If you believe you can’t use cloud hosting
If you believe you can’t use cloud hosting, you should contact the Standards Assurance team at GDS as soon as possible. Email email@example.com.
You’ll have to explain why you can’t use cloud hosting and how your alternative will provide value for money. You should consider the operational costs for the expected lifetime of your service and the value of flexibility.
Planning your hosting strategy
You should think about hosting as early as possible when designing the architecture of your service. You may need to design your service in a different way based on the hosting options you choose.
Set up a team
Start by choosing some people from your team to:
- assess different hosting options
- make a shortlist of suppliers
- interview suppliers about their services
- make a final decision on which supplier to use
You must make sure the people you choose:
- have a technical understanding of hosting and your software
- know the hosting options that are available
- know the range of prices you can afford
Choosing a hosting option
Hosting can be a significant investment for your organisation. Use the choosing technology guide to help you choose a hosting option. You should choose an option that allows you to adapt your hosting if you want to.

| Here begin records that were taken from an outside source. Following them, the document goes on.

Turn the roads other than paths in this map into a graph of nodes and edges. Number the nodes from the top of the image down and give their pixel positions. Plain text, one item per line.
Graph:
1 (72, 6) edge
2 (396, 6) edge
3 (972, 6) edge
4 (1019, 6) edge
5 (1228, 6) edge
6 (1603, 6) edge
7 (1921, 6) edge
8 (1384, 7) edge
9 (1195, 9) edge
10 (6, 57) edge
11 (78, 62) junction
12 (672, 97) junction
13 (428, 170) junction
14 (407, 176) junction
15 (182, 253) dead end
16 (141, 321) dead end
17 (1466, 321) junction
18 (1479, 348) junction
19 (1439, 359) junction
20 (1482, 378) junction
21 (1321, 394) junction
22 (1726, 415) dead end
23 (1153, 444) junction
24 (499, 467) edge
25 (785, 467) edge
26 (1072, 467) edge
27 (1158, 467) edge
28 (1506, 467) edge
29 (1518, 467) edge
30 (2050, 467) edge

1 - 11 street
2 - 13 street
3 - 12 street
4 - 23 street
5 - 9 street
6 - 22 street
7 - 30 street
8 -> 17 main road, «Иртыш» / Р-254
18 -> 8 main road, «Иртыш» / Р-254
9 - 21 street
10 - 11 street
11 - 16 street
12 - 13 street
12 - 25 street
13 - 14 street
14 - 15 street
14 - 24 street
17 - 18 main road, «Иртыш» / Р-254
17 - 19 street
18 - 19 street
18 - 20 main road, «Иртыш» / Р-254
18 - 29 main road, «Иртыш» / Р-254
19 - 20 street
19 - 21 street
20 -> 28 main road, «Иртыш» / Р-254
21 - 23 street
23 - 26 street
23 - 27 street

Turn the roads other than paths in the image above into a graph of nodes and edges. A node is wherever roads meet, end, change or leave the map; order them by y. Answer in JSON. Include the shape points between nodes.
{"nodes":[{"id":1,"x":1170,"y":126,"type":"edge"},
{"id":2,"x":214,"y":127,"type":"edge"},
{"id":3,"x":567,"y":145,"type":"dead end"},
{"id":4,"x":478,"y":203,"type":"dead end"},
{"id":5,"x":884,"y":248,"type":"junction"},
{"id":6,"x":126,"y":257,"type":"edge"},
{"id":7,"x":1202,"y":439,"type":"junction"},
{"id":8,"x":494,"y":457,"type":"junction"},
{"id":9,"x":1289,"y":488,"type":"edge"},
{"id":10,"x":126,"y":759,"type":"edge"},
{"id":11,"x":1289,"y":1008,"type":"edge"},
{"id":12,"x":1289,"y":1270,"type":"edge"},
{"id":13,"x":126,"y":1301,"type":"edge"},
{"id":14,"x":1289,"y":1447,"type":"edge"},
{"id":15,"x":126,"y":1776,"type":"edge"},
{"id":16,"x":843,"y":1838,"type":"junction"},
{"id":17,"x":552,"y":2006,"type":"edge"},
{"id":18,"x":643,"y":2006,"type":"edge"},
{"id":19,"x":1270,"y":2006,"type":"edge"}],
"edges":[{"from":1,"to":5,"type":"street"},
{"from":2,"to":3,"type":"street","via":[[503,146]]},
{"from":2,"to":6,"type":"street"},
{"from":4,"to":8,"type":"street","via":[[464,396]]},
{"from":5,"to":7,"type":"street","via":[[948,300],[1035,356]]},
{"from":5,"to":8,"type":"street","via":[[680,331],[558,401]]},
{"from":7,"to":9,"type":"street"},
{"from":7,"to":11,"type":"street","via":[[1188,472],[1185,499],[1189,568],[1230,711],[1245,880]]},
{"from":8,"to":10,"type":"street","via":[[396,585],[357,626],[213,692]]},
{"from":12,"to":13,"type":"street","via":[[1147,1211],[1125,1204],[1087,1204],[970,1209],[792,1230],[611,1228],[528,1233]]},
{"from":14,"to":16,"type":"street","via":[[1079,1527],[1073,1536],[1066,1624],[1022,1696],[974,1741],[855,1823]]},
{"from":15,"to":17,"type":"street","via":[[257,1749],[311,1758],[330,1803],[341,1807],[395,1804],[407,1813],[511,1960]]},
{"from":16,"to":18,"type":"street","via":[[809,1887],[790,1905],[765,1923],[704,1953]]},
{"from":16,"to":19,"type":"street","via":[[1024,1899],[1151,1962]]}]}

You should consider these options:
- Software as a Service (SaaS)
- Platform as a Service (PaaS)
- Infrastructure as a Service (IaaS)
Software as a Service
As you develop your understanding of the components of your service, you should consider where SaaS can provide some of the functionality.
If you have SaaS components, you won’t need to consider hosting directly, but you should evaluate those components using the Cloud Security Principles.
Make sure that you have the connectivity to the component and make backups so that you keep control of your data.
Platform as a Service
PaaS allows you to rent storage space but also offers a layer on top, which might include:
- operating systems
- logging infrastructure or other features
Most PaaS suppliers will expect your architecture to meet their specific requirements. For example, they offer limited flexibility for software environments, languages or interfaces, so check the details before you sign an agreement.
You may be able to deploy your service on GOV.UK Platform as a Service (GOV.UK PaaS).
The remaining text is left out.